Vanderbilt’s Offense Being the Only College Football Team in the United States to Not Have a Play of 40 Yards or More This Season…Then Getting Two in a Row in the First Quarter Against South Carolina – The SEC Network announcers felt this was a spectacular achievement. Did I mention Vandy had lost 15 straight SEC games leading into this one, and that they had not beaten South Carolina since 2008, and…yes, I’ve mentioned that. Sorry. While we’re here…

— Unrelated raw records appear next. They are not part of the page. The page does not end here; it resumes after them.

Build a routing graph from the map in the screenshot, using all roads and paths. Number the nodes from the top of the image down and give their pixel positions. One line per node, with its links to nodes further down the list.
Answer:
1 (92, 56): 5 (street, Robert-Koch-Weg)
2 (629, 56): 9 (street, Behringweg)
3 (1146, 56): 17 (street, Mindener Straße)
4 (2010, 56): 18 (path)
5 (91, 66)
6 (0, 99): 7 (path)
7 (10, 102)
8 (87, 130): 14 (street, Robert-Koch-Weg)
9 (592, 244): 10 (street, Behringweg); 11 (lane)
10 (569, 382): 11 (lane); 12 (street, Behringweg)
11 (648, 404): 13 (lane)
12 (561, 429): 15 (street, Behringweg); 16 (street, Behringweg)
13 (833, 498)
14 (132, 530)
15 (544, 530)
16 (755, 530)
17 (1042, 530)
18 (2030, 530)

Me for Briefly Feeling Sorry for the Vanderbilt Commodores – I know Vandy isn’t a typical SEC school, and that they don’t have legions of bloodthirsty fans like the rest of our conference brethren do, but still. Somebody somewhere cares about this team. And whoever that person is, my heart goes out to you. My heart bleeds for you. I’m serious. I won’t remember I said this when baseball season gets here.

Me for Just Re-Running this Paragraph From a Few Weeks Ago – After the Troy game, I gave a Deflated Ball to the following: South Carolina’s Inability to Convert Turnovers Into Points – It happened last week, and it happened again this week. Unless the Gamecock defense scores on their own, not much seems to transpire when our opponents turn over the football. No field position is good enough to guarantee a scoring drive for South Carolina. That shoe still fits. After an interception return gave the Gamecock offense the football in the red zone at the Vanderbilt 20, South Carolina promptly started going backwards, then went for it on fourth down in a woefully ill-conceived screen pass play that seemed like it lost 85 yards. A few minutes later, Vanderbilt recovered a fumble at the Gamecock 13-yard line and punched it in for a touchdown in seconds.

Is my head still on my body? Check.

Am I sure I’m still alive? Check? Maybe? I guess?

All of the above.

Check out my weekly newsletter, arriving on Friday to in-boxes everywhere, and tell me whether you survived the Vanderbilt game and let me know anything else on your mind by writing me at scottdavis@gamecockcentral.com.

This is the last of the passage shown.